From the transcript:
“The court would have to basically tell the party that it couldn’t change [the neutrality rule], even though it’s a discretionary rule that it didn’t need to adopt to begin with.” – DNC attorney Bruce Spiva
“The party could have favored a candidate. I’ll put it that way. Maybe that’s a better way of answering your Honor’s original question. Even if it were true, that’s the business of the party, and it’s not justiciable.” – DNC attorney Bruce Spiva
“[I]f you had a charity where somebody said, Hey, I’m gonna take this money and use it for a specific purpose, X, and they pocketed it and stole the money, of course that’s different. But here, where you have a party that’s saying, We’re gonna, you know, choose our standard bearer, and we’re gonna follow these general rules of the road, which we are voluntarily deciding, we could have — and we could have voluntarily decided that, Look, we’re gonna go into back rooms like they used to and smoke cigars and pick the candidate that way. That’s not the way it was done. But they could have.
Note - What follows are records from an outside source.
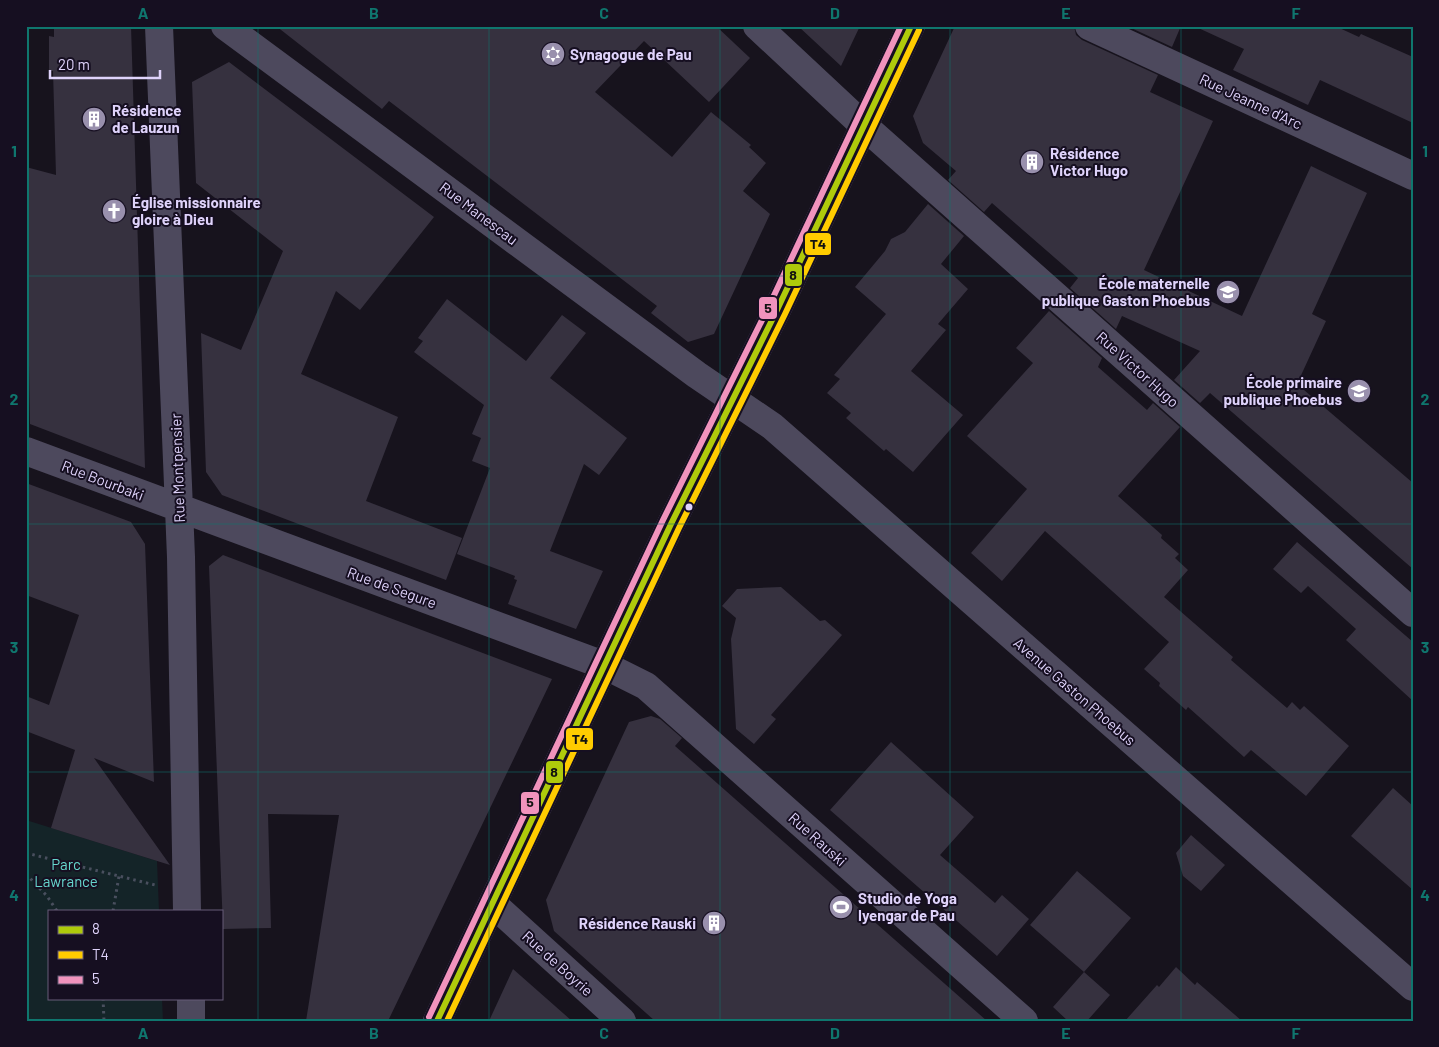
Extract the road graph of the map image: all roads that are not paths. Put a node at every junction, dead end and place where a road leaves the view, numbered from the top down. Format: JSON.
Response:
{"nodes":[{"id":1,"x":160,"y":26,"type":"edge"},
{"id":2,"x":225,"y":26,"type":"edge"},
{"id":3,"x":756,"y":26,"type":"edge"},
{"id":4,"x":910,"y":26,"type":"edge"},
{"id":5,"x":1089,"y":26,"type":"edge"},
{"id":6,"x":863,"y":125,"type":"junction"},
{"id":7,"x":1413,"y":176,"type":"edge"},
{"id":8,"x":733,"y":399,"type":"junction"},
{"id":9,"x":26,"y":452,"type":"edge"},
{"id":10,"x":179,"y":508,"type":"junction"},
{"id":11,"x":1413,"y":613,"type":"edge"},
{"id":12,"x":606,"y":666,"type":"junction"},
{"id":13,"x":187,"y":902,"type":"edge"},
{"id":14,"x":493,"y":904,"type":"junction"},
{"id":15,"x":1413,"y":987,"type":"edge"},
{"id":16,"x":191,"y":1000,"type":"edge"},
{"id":17,"x":192,"y":1021,"type":"edge"},
{"id":18,"x":437,"y":1021,"type":"edge"},
{"id":19,"x":622,"y":1021,"type":"edge"},
{"id":20,"x":1024,"y":1021,"type":"edge"}],
"edges":[{"from":1,"to":10,"type":"street","name":"Rue Montpensier"},
{"from":2,"to":8,"type":"street","name":"Rue Manescau"},
{"from":3,"to":6,"type":"street","name":"Rue Victor Hugo"},
{"from":4,"to":6,"type":"street"},
{"from":5,"to":7,"type":"street","name":"Rue Jeanne d'Arc"},
{"from":6,"to":8,"type":"street"},
{"from":6,"to":11,"type":"street","name":"Rue Victor Hugo"},
{"from":8,"to":12,"type":"street"},
{"from":8,"to":15,"type":"street","name":"Avenue Gaston Phoebus"},
{"from":9,"to":10,"type":"street","name":"Rue Bourbaki"},
{"from":10,"to":12,"type":"street","name":"Rue de Segure"},
{"from":10,"to":13,"type":"street","name":"Rue Montpensier"},
{"from":12,"to":14,"type":"street"},
{"from":12,"to":20,"type":"street","name":"Rue Rauski"},
{"from":14,"to":18,"type":"street"},
{"from":14,"to":19,"type":"street","name":"Rue de Boyrie"},
{"from":16,"to":17,"type":"street"}]}
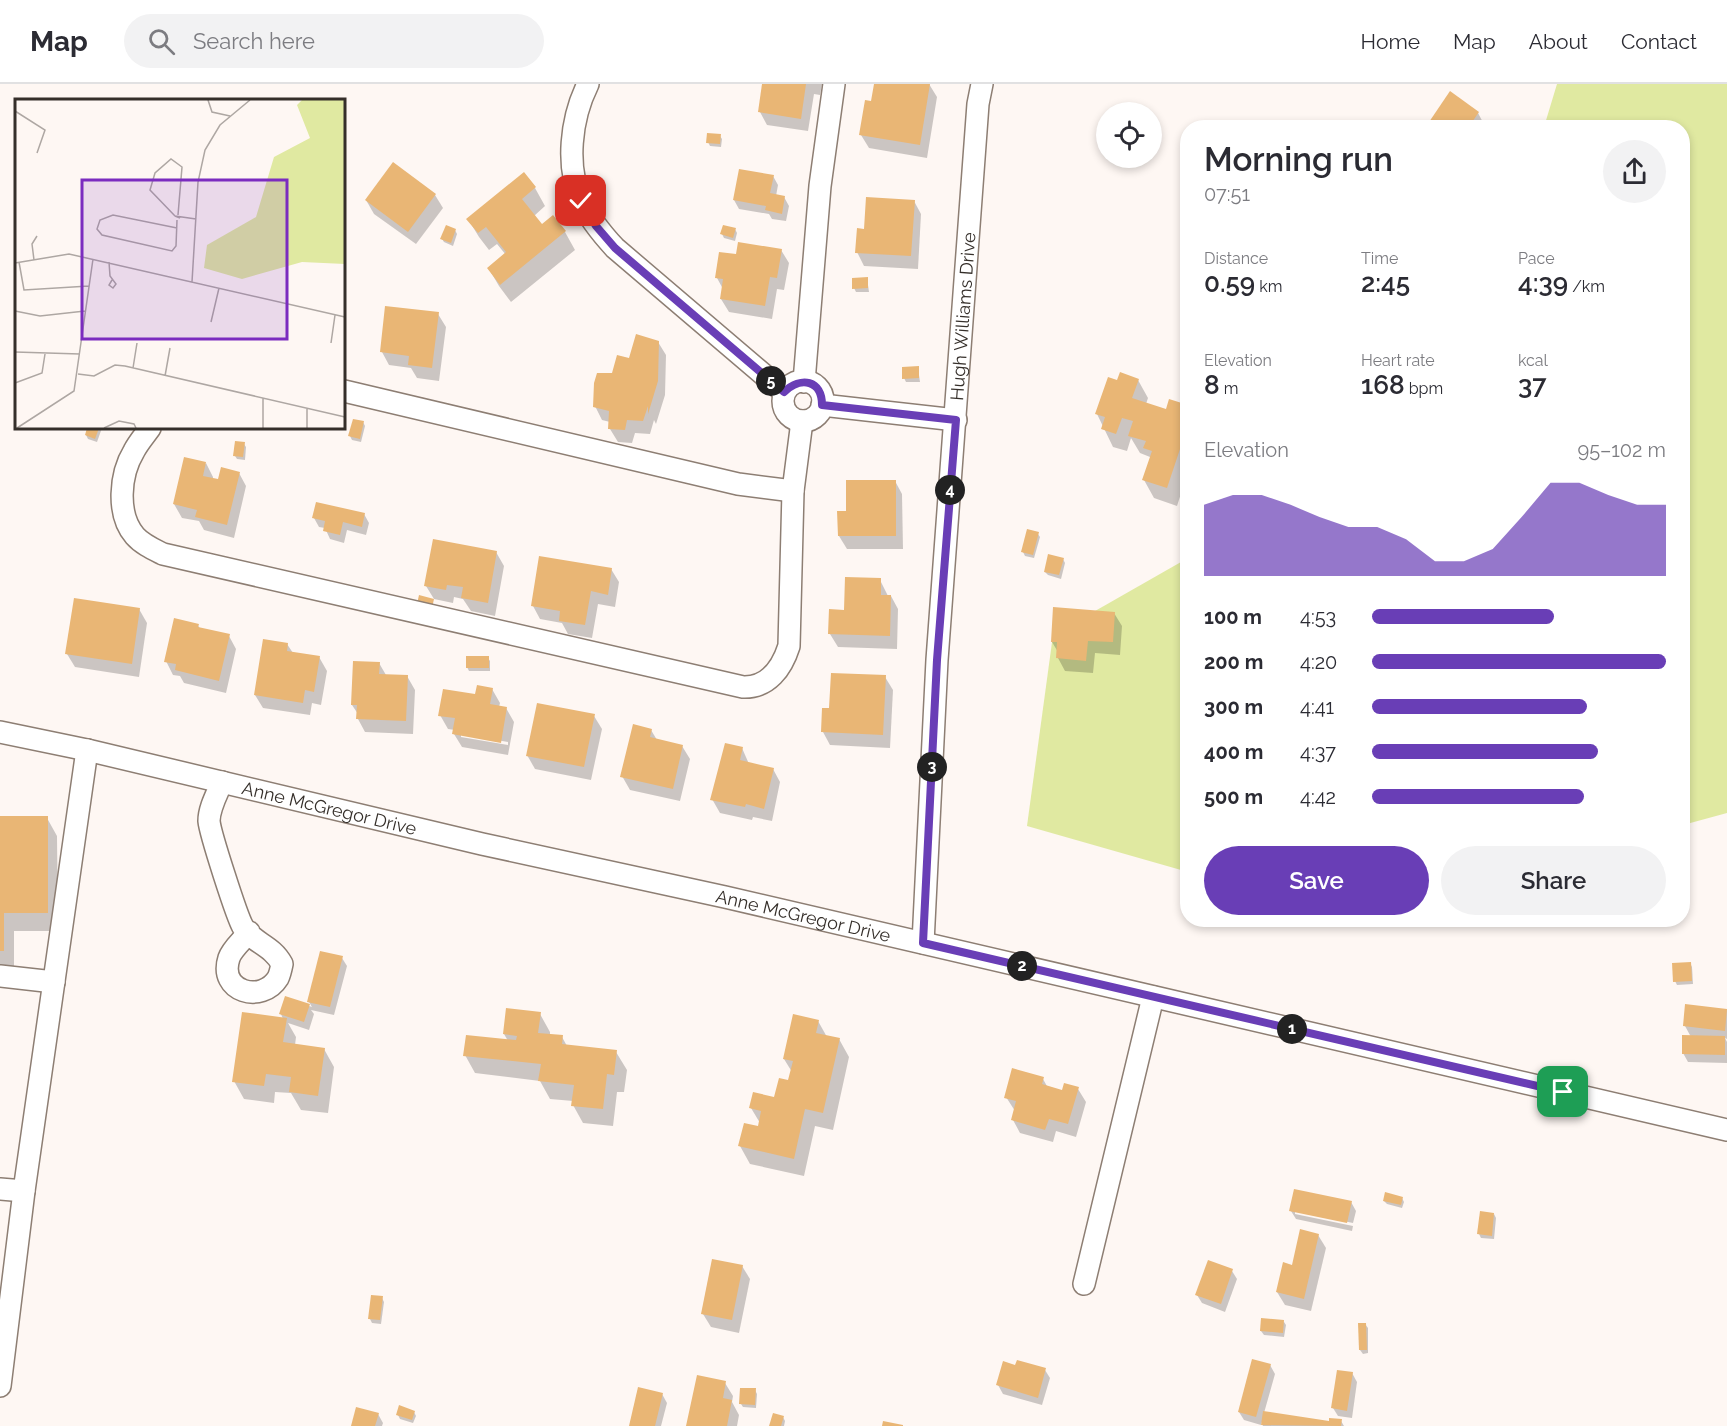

And that would have also been their right, and it would drag the Court well into party politics, internal party politics to answer those questions.” – DNC attorney Bruce Spiva
Leaked DNC emails showed that Democratic leaders indeed tried to minimize and undermine Sanders’ campaign, despite organization bylaws that say DNC officials must be neutral in the primary process.
“We’re not asking this Court to infringe on the province of another branch of this government or to get involved in the conduct of Congress or the conduct of the Office of President. We’re asking this Court to determine whether representations and omissions were false and misleading, and whether money was paid on the basis of those representations, whether folks were injured in a financial sense as a result of those representations, and whether duties to the class members were breached, including fiduciary duties.” – Jared H. Beck, attorney for the plaintiffs
“People paid money in reliance on the understanding that the primary elections for the Democratic nominee—nominating process in 2016 were fair and impartial. And that’s not just a bedrock assumption that we would assume just by virtue of the fact that we live in a democracy, and we assume that our elections are run in a fair and impartial manner. But that’s what the Democratic National Committee’s own charter says. It says it in black and white. And they can’t deny that. Not only is it in the charter, but it was stated over and over again in the media by the Democratic National Committee’s employees, including Congresswoman Wassermann Schultz, that they were, in fact, acting in compliance with the charter.” – Jared H. Beck, attorney for the plaintiffs
However, DNC lawyers have argued and continue to argue that the Democratic Party doesn’t owe anyone a fair process. It has every right to disregard its own rules or interpret its rules how it wants because it is a private organization, and therefore the plaintiffs have no standing. And that is the conundrum millions of American voters find themselves in today.
This is the very reason why organizations like the Independent Voter Project (a co-publisher of IVN) have supported nonpartisan primary election reform like the “top-two nonpartisan primary” they authored in California. At a fundamental level, the “top-two nonpartisan primary” in California took away the private purpose of the primary election (to elect a party nominee) and made the first stage of the process serve the public (to narrow the candidate field, regardless of party).
Unfortunately, however, even in California, the presidential election is another big animal and was not reformed along with the rest of the state elections. This is because parties have control of the process in 50 states all the way to the federal level — a much bigger fight that organizations like the Independent Voter Project, Fair Vote, Open Primaries, and many others vow to continue.
There are few Americans who will say they do not want a fair election process, a process that holds elected officials accountable to all voters. Now more than ever, voters are calling for it. But that can’t exist when private corporations define and manipulate the rules at will, and are allowed to do so because they control the entire process. Elections should belong to voters, not parties.